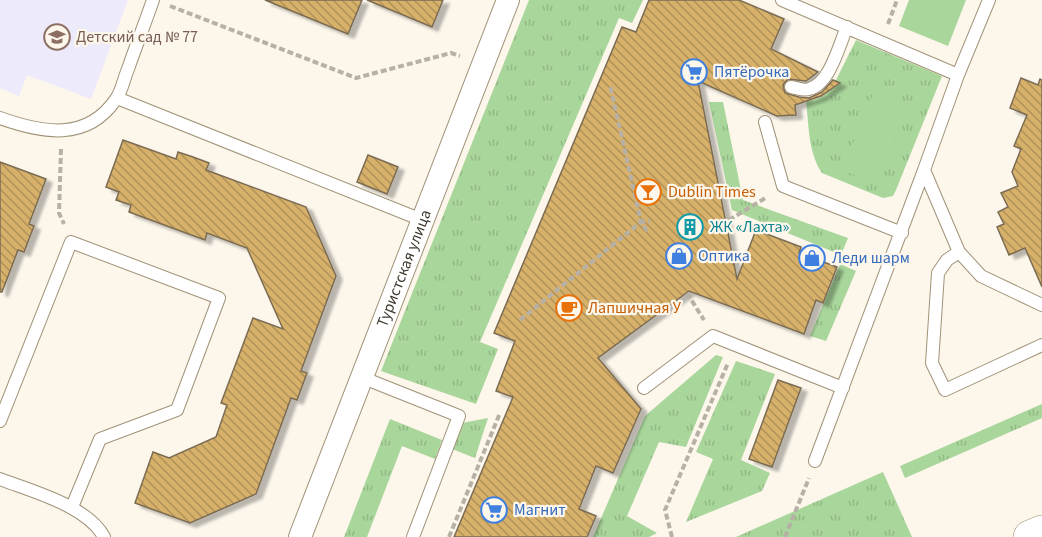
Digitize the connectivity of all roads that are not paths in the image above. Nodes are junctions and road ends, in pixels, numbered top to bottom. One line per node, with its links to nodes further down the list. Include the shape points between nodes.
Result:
1 (508, 0): 12 (street, Туристская улица)
2 (782, 0): 5 (lane)
3 (989, 0): 6 (lane)
4 (159, 2): 8 (lane)
5 (848, 27): 6 (lane); 7 (lane, via 826,77 818,86 807,90)
6 (958, 75): 11 (lane)
7 (791, 87)
8 (117, 98): 9 (lane, via 102,115 62,131 39,130); 12 (lane)
9 (0, 118)
10 (765, 122): 13 (lane, via 783,186)
11 (924, 170): 13 (lane); 14 (lane)
12 (422, 220): 17 (street, Туристская улица)
13 (902, 233): 19 (lane)
14 (959, 252): 15 (lane, via 981,276); 16 (lane, via 938,273 932,363 945,390)
15 (1042, 305)
16 (1042, 345)
17 (362, 377): 26 (street, Туристская улица); 27 (lane, via 459,416)
18 (644, 388): 19 (lane, via 713,336)
19 (843, 388): 21 (lane)
20 (0, 421): 23 (lane, via 71,242 219,298 177,410 100,439)
21 (815, 461)
22 (0, 479): 23 (lane)
23 (72, 507): 25 (lane, via 101,530)
24 (1042, 532): 28 (street)
25 (104, 537)
26 (300, 537)
27 (413, 537)
28 (1030, 537)

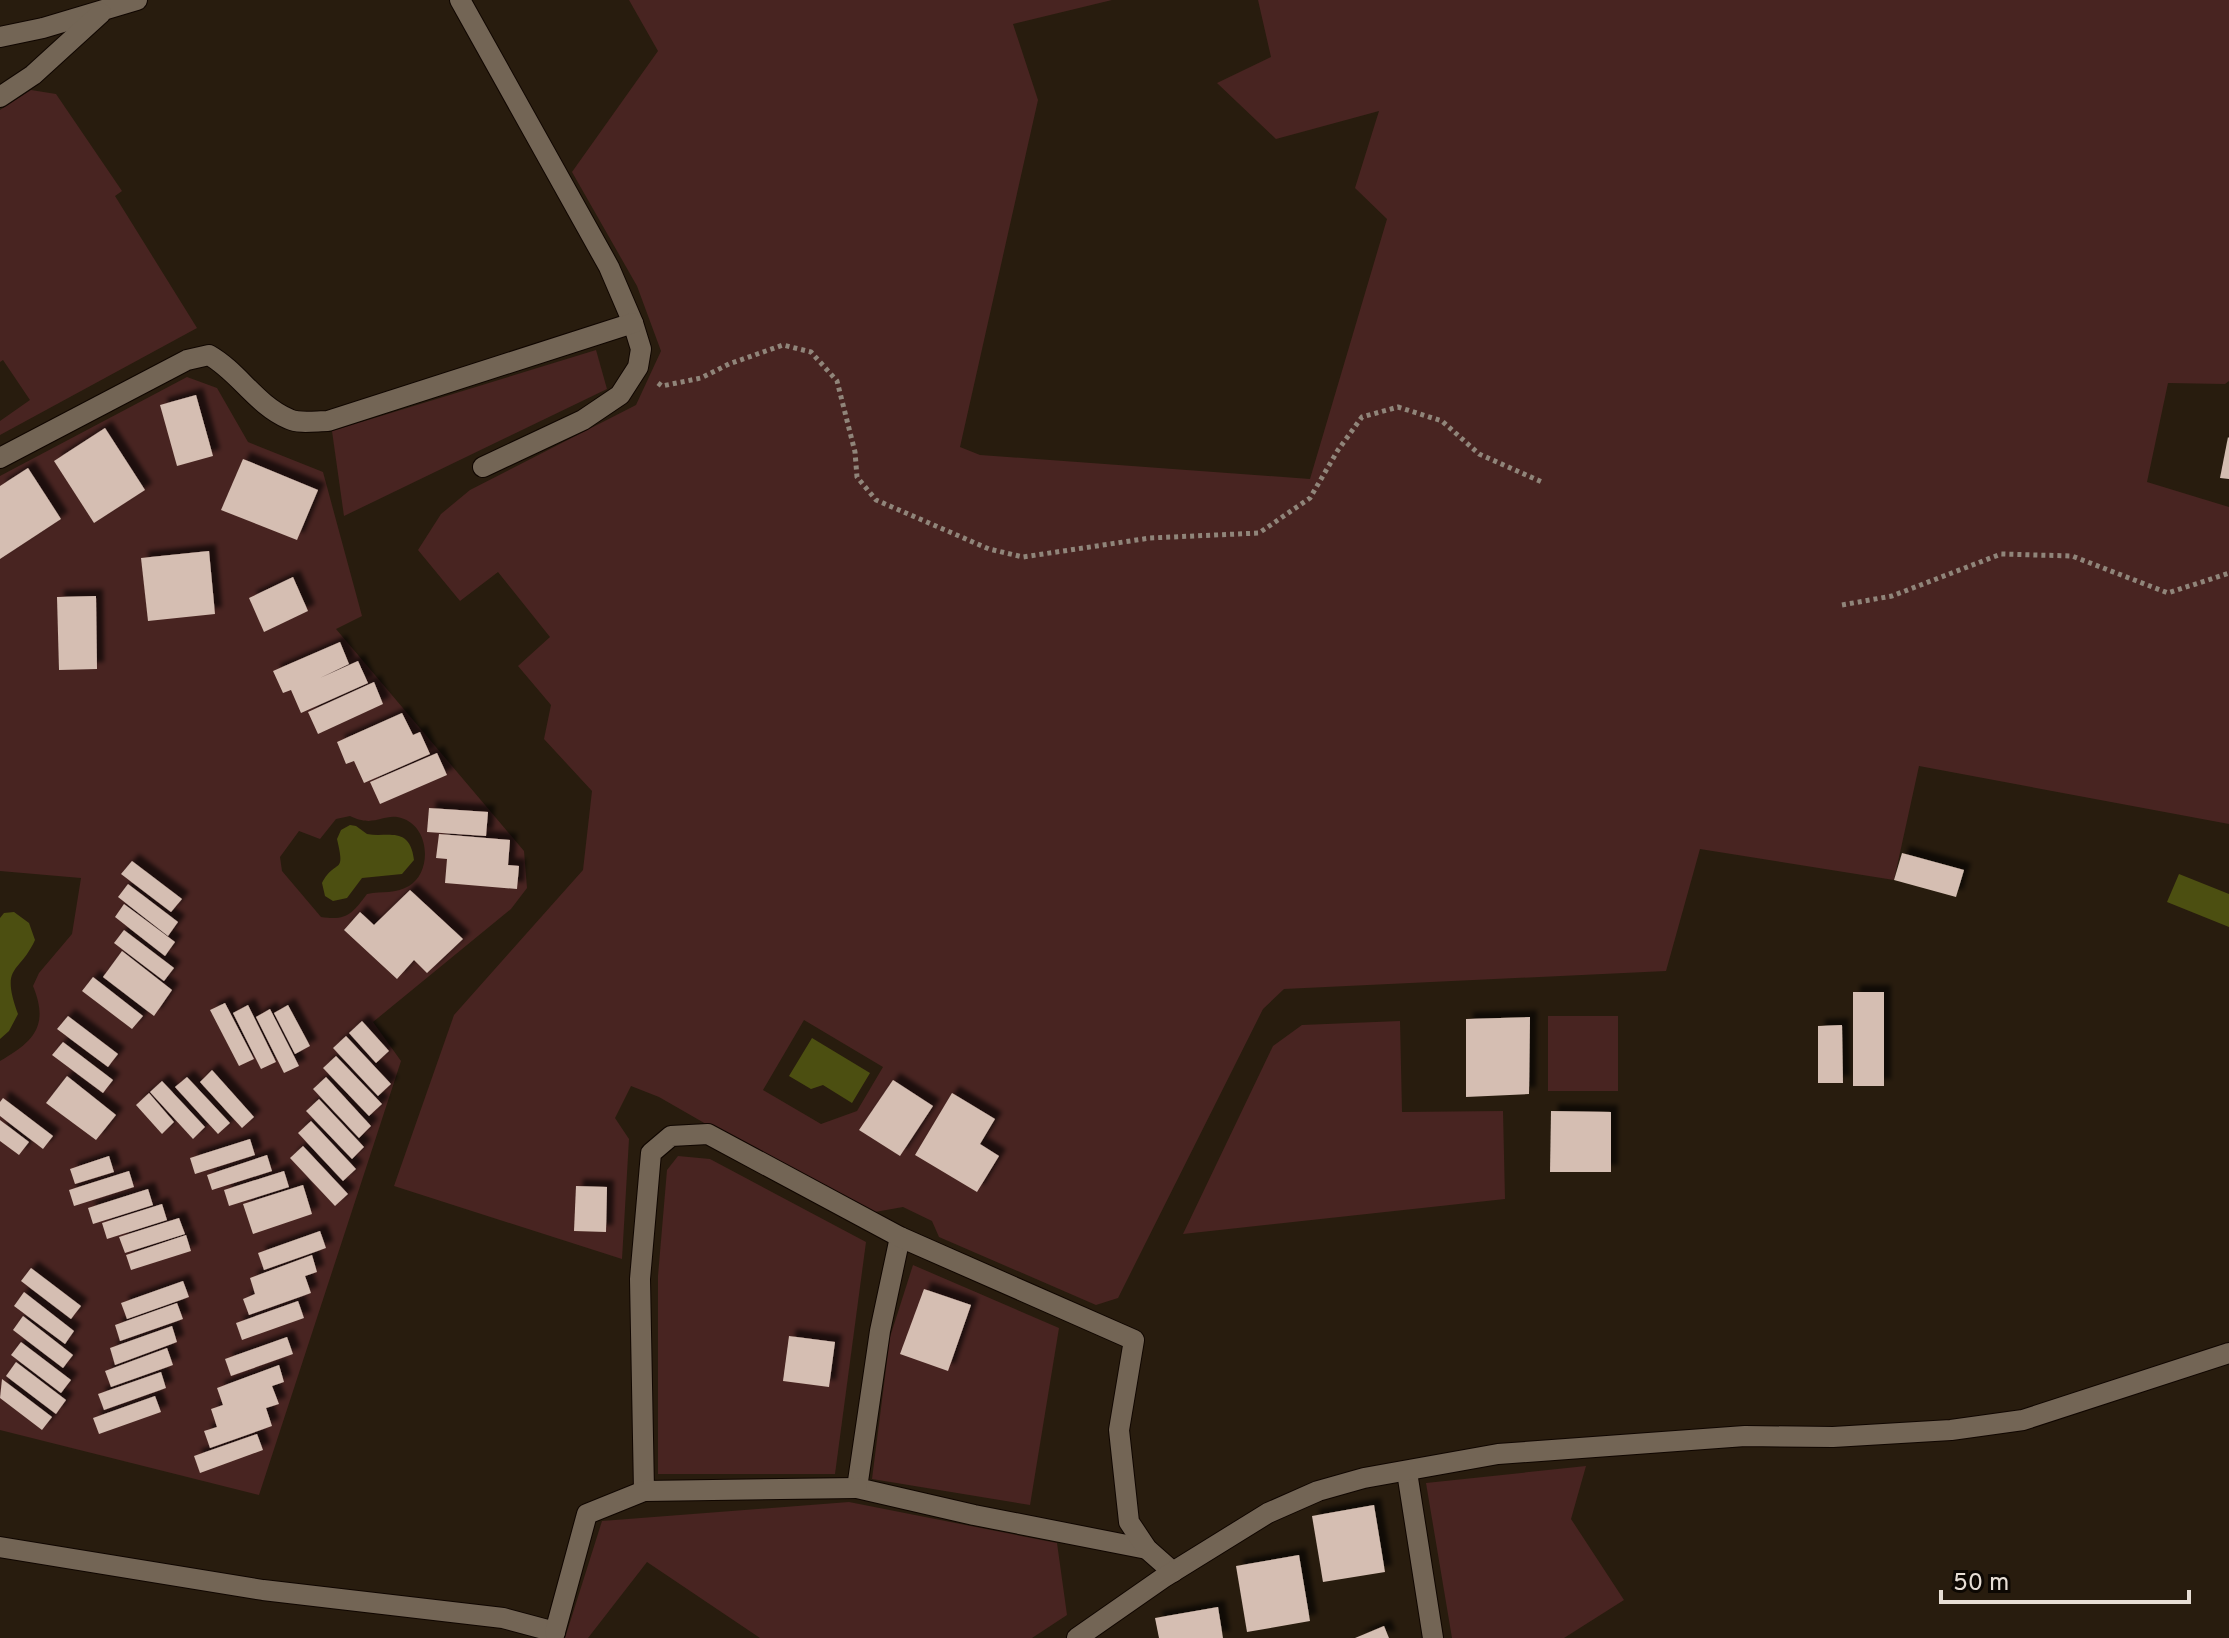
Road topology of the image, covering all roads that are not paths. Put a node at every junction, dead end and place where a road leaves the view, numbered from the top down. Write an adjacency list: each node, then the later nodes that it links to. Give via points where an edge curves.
1 (137, 0): 3 (street)
2 (460, 0): 6 (street, via 609,267)
3 (104, 10): 4 (street); 5 (street, via 33,75)
4 (0, 37)
5 (0, 97)
6 (633, 323): 7 (street, via 328,421 291,420 209,355 187,360); 8 (street, via 641,349 638,367 620,395 583,420)
7 (0, 458)
8 (483, 467)
9 (900, 1237): 12 (street); 13 (street, via 708,1134 671,1136 651,1153 640,1279); 15 (street, via 1134,1340 1119,1430 1129,1522)
10 (2229, 1353): 11 (street, via 2009,1422 1951,1430 1745,1436 1498,1454)
11 (1407, 1472): 16 (street, via 1318,1491 1268,1513); 19 (street)
12 (857, 1488): 13 (street); 15 (street)
13 (644, 1491): 17 (street, via 587,1514)
14 (0, 1547): 17 (street, via 263,1590 503,1618)
15 (1147, 1549): 16 (street)
16 (1173, 1572): 18 (street)
17 (554, 1635)
18 (1077, 1638)
19 (1433, 1638)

TASK DETAILS:
Retype all of the material above exactly; the pictures stay out.

RESULT FOR THIS EXERCISE:
Digitize the connectivity of all roads that are not paths in the image above. Nodes are junctions and road ends, in pixels, numbered top to bottom. One line per node, with its links to nodes further down the list. Include the shape points between nodes.
Result:
1 (508, 0): 12 (street, Туристская улица)
2 (782, 0): 5 (lane)
3 (989, 0): 6 (lane)
4 (159, 2): 8 (lane)
5 (848, 27): 6 (lane); 7 (lane, via 826,77 818,86 807,90)
6 (958, 75): 11 (lane)
7 (791, 87)
8 (117, 98): 9 (lane, via 102,115 62,131 39,130); 12 (lane)
9 (0, 118)
10 (765, 122): 13 (lane, via 783,186)
11 (924, 170): 13 (lane); 14 (lane)
12 (422, 220): 17 (street, Туристская улица)
13 (902, 233): 19 (lane)
14 (959, 252): 15 (lane, via 981,276); 16 (lane, via 938,273 932,363 945,390)
15 (1042, 305)
16 (1042, 345)
17 (362, 377): 26 (street, Туристская улица); 27 (lane, via 459,416)
18 (644, 388): 19 (lane, via 713,336)
19 (843, 388): 21 (lane)
20 (0, 421): 23 (lane, via 71,242 219,298 177,410 100,439)
21 (815, 461)
22 (0, 479): 23 (lane)
23 (72, 507): 25 (lane, via 101,530)
24 (1042, 532): 28 (street)
25 (104, 537)
26 (300, 537)
27 (413, 537)
28 (1030, 537)

Road topology of the image, covering all roads that are not paths. Put a node at every junction, dead end and place where a road leaves the view, numbered from the top down. Write an adjacency list: each node, then the later nodes that it links to. Give via points where an edge curves.
1 (137, 0): 3 (street)
2 (460, 0): 6 (street, via 609,267)
3 (104, 10): 4 (street); 5 (street, via 33,75)
4 (0, 37)
5 (0, 97)
6 (633, 323): 7 (street, via 328,421 291,420 209,355 187,360); 8 (street, via 641,349 638,367 620,395 583,420)
7 (0, 458)
8 (483, 467)
9 (900, 1237): 12 (street); 13 (street, via 708,1134 671,1136 651,1153 640,1279); 15 (street, via 1134,1340 1119,1430 1129,1522)
10 (2229, 1353): 11 (street, via 2009,1422 1951,1430 1745,1436 1498,1454)
11 (1407, 1472): 16 (street, via 1318,1491 1268,1513); 19 (street)
12 (857, 1488): 13 (street); 15 (street)
13 (644, 1491): 17 (street, via 587,1514)
14 (0, 1547): 17 (street, via 263,1590 503,1618)
15 (1147, 1549): 16 (street)
16 (1173, 1572): 18 (street)
17 (554, 1635)
18 (1077, 1638)
19 (1433, 1638)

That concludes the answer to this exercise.